/multimodal-prompting

Enabling the use of multiple modalities while prompting Stable Diffusion

Primary LanguagePython

Multimodal Prompting

Note: Supporting article available here.

This repository presents yet another extension to the Stable Diffusion model for image generation: a simple and fast strategy towards prompting Stable Diffusion with an arbitrary composition of image and text tokens.

Usage

  1. Clone this repository. This would also clone the original Stable Diffusion repository as a submodule. Before proceeding to the next steps, make sure to follow the instructions to set up text-to-image generation inside the stable-diffusion folder by following the steps from their repository. Note that this includes downloading their model into the appropriate place inside stable-diffusion and installing the requirements of stable-diffusion.
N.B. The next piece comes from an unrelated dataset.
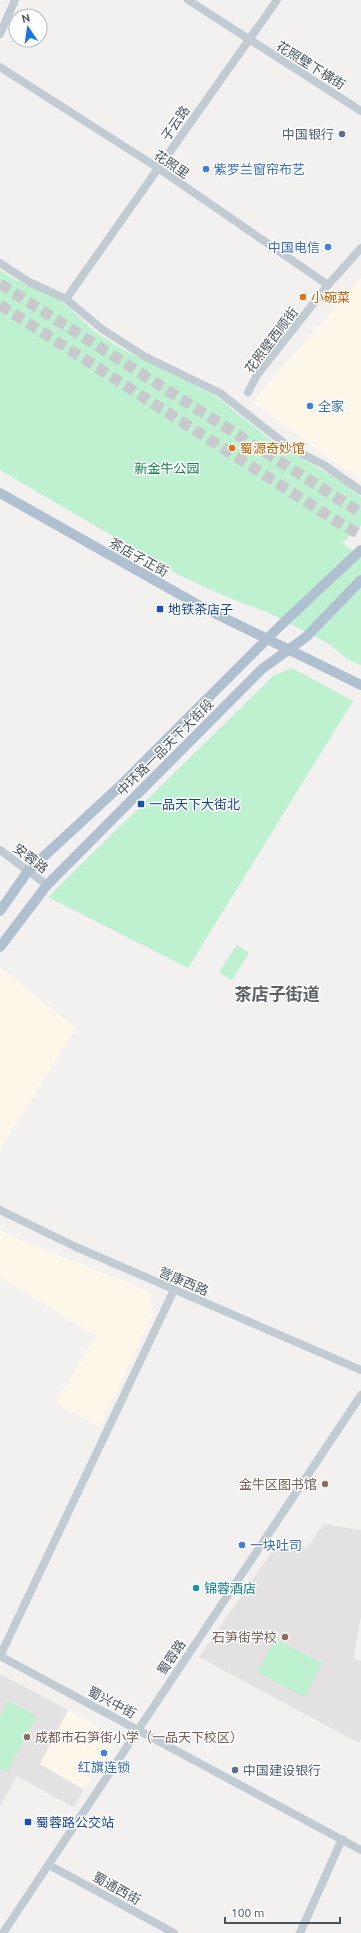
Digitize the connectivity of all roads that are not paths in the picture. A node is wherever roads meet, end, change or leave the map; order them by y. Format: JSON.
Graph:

  2. This repository contains the n-gram prompts data inside data. Additionally, the preprocessed CLIP embeddings of these prompts need to be downloaded into data from here.

  3. Design a multimodal prompt by replacing images with [img] token in the prompt string. For example, the prompt in the Figure above is: prompt = "A tiger taking a walk on [img]".

  4. Let the comma separated paths to all images in the prompt be image_paths. Each image can optionally be assigned absolute weights (denoted as $m$, see this for more details) ideally in the integer range 1-10. Let the comma separated weights be image_weights.

  5. Run the following command:

python mp2img.py \
    --prompt $prompt \
    --plms \
    --prompt-images $image_paths \
    --image-weights $image_weights

Some sample commands are shown in commands.sh.

More Results

We see the effect of varying $m$: weighting different images in the prompt reflects the corresponding details in the generation while staying true to the desired weighting.